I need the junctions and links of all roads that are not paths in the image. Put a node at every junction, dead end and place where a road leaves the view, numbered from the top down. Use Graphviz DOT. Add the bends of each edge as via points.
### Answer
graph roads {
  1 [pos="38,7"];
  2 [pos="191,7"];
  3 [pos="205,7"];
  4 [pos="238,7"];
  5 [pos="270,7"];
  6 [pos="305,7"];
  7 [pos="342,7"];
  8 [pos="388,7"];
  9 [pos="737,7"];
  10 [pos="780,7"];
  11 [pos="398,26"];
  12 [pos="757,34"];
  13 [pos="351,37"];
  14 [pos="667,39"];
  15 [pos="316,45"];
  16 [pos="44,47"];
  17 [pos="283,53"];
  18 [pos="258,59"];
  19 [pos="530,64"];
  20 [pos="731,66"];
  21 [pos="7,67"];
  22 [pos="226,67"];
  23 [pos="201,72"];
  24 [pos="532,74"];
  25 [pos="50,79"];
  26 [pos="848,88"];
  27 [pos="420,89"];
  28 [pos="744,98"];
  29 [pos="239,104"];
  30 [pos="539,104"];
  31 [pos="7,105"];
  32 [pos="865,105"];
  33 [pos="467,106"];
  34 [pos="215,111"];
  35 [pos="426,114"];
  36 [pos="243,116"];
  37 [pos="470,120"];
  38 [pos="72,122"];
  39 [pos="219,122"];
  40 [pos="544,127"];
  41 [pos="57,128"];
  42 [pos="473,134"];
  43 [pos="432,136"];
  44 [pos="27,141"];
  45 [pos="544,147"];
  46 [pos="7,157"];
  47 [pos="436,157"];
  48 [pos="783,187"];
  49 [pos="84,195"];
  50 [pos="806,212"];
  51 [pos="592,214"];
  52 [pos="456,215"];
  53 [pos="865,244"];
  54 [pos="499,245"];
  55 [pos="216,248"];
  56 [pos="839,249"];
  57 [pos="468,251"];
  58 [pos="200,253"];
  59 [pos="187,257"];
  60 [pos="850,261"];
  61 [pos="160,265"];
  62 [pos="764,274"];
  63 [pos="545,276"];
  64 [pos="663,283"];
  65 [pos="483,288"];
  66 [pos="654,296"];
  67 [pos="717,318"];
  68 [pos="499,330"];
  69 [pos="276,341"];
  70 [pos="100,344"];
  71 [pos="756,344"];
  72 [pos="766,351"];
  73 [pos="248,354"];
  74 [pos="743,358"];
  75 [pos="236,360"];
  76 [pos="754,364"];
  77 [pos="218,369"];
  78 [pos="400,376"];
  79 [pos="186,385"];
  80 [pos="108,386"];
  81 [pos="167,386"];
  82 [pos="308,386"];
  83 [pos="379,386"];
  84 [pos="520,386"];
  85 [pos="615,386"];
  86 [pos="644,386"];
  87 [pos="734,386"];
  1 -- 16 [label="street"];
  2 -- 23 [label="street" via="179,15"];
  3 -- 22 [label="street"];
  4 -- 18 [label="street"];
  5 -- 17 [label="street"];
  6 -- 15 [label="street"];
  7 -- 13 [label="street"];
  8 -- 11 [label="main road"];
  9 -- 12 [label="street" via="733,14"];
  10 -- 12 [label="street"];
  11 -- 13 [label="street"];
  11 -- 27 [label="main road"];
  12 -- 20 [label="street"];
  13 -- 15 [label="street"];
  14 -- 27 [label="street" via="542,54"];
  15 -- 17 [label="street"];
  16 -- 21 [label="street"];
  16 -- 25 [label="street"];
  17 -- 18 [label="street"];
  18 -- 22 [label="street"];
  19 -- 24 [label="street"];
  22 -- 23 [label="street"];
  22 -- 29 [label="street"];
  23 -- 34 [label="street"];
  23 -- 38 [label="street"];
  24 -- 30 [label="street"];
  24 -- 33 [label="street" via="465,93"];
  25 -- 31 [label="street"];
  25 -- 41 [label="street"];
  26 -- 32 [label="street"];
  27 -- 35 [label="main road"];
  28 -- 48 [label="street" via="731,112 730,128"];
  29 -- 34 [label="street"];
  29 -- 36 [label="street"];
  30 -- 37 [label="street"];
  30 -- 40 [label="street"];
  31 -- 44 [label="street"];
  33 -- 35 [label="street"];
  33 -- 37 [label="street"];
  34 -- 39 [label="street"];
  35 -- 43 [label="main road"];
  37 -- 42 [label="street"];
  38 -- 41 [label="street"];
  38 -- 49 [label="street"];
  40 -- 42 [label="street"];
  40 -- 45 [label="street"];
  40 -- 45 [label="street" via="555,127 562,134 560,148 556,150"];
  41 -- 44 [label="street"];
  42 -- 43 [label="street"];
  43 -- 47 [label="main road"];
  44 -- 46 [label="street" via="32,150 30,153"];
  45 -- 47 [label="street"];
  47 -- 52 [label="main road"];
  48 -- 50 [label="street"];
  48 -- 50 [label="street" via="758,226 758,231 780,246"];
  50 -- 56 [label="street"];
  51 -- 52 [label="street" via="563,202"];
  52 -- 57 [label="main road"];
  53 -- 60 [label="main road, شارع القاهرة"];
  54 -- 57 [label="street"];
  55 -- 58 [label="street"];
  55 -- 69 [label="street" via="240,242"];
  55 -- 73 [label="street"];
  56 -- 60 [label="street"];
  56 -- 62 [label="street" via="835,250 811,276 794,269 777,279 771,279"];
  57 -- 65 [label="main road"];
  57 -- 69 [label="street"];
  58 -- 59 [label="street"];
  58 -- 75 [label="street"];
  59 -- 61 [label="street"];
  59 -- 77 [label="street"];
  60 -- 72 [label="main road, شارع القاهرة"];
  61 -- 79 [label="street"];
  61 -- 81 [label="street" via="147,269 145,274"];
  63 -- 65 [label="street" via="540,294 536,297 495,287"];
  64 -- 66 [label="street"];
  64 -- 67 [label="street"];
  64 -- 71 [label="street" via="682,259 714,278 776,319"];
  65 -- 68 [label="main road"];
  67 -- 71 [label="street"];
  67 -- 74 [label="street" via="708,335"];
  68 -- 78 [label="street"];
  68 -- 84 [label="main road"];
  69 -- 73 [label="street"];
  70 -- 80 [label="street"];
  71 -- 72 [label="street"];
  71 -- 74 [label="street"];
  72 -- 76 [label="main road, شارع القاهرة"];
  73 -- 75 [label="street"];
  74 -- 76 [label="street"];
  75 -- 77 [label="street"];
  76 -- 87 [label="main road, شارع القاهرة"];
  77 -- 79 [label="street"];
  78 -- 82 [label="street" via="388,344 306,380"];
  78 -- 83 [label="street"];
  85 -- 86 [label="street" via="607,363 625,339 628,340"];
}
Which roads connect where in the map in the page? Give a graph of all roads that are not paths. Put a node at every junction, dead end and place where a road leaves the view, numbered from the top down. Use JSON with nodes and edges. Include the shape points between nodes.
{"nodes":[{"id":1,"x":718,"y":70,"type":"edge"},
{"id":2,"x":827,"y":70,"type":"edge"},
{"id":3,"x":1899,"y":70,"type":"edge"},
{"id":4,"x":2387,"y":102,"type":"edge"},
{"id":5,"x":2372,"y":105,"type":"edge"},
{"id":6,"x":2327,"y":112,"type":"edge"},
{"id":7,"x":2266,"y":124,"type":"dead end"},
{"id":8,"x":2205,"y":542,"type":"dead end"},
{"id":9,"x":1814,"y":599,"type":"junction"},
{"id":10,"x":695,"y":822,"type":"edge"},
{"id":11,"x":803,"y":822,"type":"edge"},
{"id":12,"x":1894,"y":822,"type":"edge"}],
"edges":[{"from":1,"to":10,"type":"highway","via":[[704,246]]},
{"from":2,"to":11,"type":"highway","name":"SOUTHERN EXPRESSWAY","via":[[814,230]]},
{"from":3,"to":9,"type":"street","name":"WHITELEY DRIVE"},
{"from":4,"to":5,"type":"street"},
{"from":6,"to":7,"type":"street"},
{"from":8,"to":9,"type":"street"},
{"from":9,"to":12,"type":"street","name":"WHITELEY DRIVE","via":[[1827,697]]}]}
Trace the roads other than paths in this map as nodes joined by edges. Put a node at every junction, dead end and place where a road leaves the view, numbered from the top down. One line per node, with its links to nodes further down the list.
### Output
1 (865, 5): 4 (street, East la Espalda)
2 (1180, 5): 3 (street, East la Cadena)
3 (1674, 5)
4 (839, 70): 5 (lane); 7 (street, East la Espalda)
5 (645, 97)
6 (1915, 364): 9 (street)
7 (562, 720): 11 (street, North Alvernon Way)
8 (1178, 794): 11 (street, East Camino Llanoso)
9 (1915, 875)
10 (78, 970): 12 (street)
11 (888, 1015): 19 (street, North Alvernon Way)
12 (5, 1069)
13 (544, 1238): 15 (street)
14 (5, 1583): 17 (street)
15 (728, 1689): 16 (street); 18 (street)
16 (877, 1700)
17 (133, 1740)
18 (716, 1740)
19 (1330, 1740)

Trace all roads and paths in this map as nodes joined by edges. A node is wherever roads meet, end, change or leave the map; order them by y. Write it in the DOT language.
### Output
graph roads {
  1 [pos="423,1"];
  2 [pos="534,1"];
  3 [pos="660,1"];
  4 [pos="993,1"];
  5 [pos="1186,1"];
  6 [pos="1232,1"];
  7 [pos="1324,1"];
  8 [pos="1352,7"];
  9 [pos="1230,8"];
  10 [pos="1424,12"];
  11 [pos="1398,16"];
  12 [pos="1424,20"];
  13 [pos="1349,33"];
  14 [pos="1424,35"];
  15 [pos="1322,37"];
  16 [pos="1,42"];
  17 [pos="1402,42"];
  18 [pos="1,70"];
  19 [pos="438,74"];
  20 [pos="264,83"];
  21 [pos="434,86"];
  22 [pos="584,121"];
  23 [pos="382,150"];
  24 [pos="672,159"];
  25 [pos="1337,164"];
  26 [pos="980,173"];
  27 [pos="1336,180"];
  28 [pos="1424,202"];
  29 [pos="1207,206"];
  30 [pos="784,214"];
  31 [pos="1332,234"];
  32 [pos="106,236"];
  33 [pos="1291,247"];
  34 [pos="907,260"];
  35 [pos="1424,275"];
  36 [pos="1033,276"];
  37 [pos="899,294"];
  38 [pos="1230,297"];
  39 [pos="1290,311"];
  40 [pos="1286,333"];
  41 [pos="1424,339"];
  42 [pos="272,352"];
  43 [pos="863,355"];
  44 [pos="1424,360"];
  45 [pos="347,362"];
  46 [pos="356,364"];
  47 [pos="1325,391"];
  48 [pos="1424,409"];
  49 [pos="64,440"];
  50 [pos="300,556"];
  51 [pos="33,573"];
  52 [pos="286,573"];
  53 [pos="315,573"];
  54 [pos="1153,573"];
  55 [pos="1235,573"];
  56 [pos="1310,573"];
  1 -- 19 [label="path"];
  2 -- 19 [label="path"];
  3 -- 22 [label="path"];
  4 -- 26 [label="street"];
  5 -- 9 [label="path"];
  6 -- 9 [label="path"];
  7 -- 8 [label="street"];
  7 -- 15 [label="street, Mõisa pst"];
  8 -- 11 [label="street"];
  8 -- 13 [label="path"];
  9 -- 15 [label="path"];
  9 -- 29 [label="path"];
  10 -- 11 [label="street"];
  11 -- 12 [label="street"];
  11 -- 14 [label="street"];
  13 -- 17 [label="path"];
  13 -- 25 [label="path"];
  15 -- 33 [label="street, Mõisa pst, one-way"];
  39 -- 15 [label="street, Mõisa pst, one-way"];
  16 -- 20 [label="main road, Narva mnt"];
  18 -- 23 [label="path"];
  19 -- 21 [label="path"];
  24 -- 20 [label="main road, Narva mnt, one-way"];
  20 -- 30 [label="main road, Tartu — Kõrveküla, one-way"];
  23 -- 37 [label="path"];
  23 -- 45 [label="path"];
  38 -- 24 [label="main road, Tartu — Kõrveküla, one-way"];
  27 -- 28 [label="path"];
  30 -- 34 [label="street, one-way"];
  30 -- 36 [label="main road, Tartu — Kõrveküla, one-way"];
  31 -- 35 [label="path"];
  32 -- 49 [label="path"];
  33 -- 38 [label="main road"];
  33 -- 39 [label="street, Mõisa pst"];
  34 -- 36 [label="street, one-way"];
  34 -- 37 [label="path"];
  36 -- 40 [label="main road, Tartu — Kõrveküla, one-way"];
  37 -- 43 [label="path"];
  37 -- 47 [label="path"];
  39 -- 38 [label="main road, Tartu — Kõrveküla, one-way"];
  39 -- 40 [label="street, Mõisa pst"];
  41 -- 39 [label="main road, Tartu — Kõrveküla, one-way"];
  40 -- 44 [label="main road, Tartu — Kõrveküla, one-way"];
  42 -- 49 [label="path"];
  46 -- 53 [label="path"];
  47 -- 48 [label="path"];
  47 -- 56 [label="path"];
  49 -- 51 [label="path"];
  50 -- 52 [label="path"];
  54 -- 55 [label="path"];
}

....

PROBLEM STATEMENT:
Your answer should consist of each line of the data above in which the word "dead" occurs.

RESPONSE TO THE TASK:
I need the junctions and links of all roads that are not paths in the image. Put a node at every junction, dead end and place where a road leaves the view, numbered from the top down. Use Graphviz DOT. Add the bends of each edge as via points.
Which roads connect where in the map in the page? Give a graph of all roads that are not paths. Put a node at every junction, dead end and place where a road leaves the view, numbered from the top down. Use JSON with nodes and edges. Include the shape points between nodes.
{"id":7,"x":2266,"y":124,"type":"dead end"},
{"id":8,"x":2205,"y":542,"type":"dead end"},
Trace the roads other than paths in this map as nodes joined by edges. Put a node at every junction, dead end and place where a road leaves the view, numbered from the top down. One line per node, with its links to nodes further down the list.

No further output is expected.